**Exercise brief:**
Within the entries that follow, show each line where the word "paths" occurs.

**Stored items:**
##########
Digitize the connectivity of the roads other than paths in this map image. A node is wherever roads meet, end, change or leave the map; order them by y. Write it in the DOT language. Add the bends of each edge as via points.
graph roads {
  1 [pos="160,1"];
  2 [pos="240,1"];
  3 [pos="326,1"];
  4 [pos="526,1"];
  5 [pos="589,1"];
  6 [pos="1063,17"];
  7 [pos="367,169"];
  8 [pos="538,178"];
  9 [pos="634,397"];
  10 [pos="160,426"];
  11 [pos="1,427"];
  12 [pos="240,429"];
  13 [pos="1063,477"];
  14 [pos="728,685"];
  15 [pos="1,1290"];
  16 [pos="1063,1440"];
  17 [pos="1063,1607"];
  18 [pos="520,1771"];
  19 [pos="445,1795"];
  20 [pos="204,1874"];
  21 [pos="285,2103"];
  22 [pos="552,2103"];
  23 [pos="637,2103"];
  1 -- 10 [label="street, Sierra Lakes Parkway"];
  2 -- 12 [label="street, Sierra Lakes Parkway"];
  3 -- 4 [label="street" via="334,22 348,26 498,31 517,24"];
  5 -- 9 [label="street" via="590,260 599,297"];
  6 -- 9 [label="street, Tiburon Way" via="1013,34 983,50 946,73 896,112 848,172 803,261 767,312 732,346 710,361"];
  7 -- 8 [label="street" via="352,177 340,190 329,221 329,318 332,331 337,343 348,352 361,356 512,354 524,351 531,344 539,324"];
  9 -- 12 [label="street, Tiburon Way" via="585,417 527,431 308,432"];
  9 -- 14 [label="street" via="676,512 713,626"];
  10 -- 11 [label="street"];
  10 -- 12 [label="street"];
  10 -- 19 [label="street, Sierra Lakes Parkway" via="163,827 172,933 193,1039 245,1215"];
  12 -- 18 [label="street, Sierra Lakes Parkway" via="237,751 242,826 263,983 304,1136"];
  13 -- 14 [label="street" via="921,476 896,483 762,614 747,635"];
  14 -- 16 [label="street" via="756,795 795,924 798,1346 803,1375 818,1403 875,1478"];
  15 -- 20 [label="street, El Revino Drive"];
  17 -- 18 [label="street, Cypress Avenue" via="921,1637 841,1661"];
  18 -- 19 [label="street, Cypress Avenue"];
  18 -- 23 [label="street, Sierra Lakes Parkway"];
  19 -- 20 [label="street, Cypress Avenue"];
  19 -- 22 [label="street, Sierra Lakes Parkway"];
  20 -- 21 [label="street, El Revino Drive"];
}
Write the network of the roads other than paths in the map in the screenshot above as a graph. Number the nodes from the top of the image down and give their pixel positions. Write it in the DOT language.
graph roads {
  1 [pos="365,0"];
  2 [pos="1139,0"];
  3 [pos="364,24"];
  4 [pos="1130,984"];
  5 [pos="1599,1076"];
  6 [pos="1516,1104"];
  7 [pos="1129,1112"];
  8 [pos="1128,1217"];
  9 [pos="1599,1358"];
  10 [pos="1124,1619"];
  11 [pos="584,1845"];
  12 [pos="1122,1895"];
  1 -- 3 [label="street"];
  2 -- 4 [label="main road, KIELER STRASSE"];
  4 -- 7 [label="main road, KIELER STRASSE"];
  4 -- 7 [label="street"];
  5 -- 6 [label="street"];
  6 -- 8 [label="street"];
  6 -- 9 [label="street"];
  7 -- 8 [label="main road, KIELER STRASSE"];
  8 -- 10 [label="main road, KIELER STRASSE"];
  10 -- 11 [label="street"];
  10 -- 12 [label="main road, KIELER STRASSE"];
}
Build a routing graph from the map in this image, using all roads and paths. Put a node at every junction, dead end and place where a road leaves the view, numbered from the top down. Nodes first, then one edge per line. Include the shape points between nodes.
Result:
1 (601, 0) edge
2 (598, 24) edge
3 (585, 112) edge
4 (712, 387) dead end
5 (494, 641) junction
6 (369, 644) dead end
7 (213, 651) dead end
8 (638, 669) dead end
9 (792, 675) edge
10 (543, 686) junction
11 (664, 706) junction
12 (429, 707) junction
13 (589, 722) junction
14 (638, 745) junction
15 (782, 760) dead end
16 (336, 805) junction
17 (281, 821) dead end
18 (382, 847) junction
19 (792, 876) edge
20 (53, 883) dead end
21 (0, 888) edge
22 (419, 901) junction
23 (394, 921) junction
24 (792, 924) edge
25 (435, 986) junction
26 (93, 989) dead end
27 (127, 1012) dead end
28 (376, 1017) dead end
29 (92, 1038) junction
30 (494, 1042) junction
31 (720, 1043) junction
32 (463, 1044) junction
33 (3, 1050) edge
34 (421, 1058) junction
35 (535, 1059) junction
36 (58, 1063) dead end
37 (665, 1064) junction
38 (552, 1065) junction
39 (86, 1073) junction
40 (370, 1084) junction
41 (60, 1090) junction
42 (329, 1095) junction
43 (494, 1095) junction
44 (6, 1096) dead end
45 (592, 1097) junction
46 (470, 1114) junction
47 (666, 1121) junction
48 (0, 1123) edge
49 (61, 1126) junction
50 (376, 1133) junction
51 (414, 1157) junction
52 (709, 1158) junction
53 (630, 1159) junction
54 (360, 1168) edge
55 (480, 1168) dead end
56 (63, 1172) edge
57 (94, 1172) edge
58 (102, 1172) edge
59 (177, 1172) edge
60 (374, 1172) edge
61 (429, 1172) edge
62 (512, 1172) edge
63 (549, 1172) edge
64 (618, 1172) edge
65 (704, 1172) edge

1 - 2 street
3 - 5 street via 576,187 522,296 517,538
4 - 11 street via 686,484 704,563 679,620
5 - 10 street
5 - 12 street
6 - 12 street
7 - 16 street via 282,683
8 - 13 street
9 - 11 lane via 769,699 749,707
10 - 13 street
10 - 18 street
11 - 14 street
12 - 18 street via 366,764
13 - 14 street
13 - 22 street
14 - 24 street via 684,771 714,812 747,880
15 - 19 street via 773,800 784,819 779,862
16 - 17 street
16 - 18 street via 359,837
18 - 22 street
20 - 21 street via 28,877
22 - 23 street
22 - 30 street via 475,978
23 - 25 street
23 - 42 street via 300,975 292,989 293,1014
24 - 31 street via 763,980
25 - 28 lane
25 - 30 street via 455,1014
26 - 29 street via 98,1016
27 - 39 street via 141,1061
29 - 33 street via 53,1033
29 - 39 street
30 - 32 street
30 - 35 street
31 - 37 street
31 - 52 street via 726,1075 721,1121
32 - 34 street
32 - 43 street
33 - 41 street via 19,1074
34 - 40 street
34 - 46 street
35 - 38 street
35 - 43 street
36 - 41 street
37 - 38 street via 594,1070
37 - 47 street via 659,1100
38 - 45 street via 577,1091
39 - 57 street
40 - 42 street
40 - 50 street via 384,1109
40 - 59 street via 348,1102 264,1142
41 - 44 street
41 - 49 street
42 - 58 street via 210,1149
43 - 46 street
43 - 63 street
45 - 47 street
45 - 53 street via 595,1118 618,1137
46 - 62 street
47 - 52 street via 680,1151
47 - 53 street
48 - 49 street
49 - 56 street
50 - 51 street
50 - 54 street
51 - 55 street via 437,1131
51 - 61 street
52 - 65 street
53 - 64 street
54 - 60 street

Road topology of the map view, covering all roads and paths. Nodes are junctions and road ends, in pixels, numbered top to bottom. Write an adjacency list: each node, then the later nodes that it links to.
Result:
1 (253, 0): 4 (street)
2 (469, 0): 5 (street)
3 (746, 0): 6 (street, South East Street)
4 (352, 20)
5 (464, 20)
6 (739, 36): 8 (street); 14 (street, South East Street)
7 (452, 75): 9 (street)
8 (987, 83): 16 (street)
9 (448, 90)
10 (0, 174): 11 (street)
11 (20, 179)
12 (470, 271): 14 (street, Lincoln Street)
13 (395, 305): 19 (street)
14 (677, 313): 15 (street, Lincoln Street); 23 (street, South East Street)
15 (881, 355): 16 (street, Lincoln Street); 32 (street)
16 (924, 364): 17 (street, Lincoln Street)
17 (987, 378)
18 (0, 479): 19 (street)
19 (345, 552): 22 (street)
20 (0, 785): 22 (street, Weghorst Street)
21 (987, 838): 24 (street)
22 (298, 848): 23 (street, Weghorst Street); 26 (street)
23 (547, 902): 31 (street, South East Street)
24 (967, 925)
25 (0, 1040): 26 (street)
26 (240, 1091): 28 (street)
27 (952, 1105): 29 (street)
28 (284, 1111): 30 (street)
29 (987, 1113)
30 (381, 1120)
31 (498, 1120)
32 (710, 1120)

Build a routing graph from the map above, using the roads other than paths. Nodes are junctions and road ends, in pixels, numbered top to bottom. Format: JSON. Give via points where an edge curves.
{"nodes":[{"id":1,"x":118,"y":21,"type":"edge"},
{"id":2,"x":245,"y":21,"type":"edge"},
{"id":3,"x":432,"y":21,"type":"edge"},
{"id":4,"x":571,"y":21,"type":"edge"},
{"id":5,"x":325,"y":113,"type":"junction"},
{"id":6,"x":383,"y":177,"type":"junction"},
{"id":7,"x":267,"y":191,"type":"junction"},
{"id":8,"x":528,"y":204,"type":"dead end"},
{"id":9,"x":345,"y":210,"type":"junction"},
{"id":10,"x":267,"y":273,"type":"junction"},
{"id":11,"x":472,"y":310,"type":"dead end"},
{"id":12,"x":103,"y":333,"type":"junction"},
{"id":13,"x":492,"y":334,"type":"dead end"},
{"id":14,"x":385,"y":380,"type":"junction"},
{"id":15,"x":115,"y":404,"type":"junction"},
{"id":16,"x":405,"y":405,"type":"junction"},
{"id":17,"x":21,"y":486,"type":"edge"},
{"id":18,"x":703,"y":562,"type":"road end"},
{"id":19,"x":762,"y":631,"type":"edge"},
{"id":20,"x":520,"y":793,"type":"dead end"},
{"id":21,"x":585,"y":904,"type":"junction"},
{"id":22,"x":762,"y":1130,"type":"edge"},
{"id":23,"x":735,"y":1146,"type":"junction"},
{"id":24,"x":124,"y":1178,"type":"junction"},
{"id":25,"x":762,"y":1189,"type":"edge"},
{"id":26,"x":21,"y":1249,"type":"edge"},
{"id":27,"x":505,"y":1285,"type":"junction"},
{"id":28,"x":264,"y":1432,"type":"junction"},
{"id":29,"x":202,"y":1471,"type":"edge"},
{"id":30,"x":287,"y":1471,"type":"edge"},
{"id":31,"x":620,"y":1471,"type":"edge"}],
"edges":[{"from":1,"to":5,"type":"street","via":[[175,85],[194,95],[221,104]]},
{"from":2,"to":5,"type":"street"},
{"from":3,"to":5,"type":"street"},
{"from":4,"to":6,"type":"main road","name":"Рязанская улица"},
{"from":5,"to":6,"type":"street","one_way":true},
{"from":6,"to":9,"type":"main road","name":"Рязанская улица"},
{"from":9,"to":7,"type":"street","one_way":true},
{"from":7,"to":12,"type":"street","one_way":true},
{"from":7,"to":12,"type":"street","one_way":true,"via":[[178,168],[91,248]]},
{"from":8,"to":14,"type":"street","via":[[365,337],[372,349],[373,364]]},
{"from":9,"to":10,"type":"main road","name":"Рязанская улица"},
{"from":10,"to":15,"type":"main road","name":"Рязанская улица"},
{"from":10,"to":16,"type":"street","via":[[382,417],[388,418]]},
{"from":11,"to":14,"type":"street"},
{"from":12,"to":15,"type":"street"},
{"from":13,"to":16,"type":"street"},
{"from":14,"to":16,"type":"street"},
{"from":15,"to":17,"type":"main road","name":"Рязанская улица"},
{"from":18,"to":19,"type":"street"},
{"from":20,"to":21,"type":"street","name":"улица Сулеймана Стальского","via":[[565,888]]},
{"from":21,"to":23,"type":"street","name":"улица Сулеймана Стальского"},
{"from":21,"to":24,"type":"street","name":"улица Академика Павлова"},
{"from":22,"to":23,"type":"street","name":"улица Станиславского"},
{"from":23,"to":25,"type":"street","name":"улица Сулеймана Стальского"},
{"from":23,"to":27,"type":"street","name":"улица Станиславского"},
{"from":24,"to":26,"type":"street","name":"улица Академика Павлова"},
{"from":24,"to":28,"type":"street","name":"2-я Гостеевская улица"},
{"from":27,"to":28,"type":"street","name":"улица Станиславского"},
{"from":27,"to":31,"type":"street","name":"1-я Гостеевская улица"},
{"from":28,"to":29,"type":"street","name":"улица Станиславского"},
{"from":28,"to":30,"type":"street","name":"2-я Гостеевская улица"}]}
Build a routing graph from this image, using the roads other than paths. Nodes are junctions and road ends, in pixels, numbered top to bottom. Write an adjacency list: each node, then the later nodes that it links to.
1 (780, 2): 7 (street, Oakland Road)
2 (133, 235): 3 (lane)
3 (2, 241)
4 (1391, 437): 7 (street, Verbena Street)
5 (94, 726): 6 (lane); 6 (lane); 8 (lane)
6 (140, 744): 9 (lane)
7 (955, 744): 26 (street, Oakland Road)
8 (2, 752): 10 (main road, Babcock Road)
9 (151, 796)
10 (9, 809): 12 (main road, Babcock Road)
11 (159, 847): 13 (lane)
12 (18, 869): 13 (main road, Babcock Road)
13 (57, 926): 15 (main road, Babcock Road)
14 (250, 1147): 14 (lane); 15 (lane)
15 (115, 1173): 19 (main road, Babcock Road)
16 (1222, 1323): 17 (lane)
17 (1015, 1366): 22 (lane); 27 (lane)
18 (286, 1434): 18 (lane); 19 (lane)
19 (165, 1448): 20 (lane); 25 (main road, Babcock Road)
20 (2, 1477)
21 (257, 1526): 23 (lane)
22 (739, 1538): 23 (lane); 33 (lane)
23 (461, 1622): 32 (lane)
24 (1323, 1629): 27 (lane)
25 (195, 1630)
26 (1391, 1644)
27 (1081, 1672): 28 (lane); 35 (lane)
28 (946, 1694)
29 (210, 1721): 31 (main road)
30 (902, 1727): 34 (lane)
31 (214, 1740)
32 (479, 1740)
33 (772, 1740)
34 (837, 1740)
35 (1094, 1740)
##########
**Response to this task:**
Digitize the connectivity of the roads other than paths in this map image. A node is wherever roads meet, end, change or leave the map; order them by y. Write it in the DOT language. Add the bends of each edge as via points.
Write the network of the roads other than paths in the map in the screenshot above as a graph. Number the nodes from the top of the image down and give their pixel positions. Write it in the DOT language.
Build a routing graph from the map in this image, using all roads and paths. Put a node at every junction, dead end and place where a road leaves the view, numbered from the top down. Nodes first, then one edge per line. Include the shape points between nodes.
Road topology of the map view, covering all roads and paths. Nodes are junctions and road ends, in pixels, numbered top to bottom. Write an adjacency list: each node, then the later nodes that it links to.
Build a routing graph from the map above, using the roads other than paths. Nodes are junctions and road ends, in pixels, numbered top to bottom. Format: JSON. Give via points where an edge curves.
Build a routing graph from this image, using the roads other than paths. Nodes are junctions and road ends, in pixels, numbered top to bottom. Write an adjacency list: each node, then the later nodes that it links to.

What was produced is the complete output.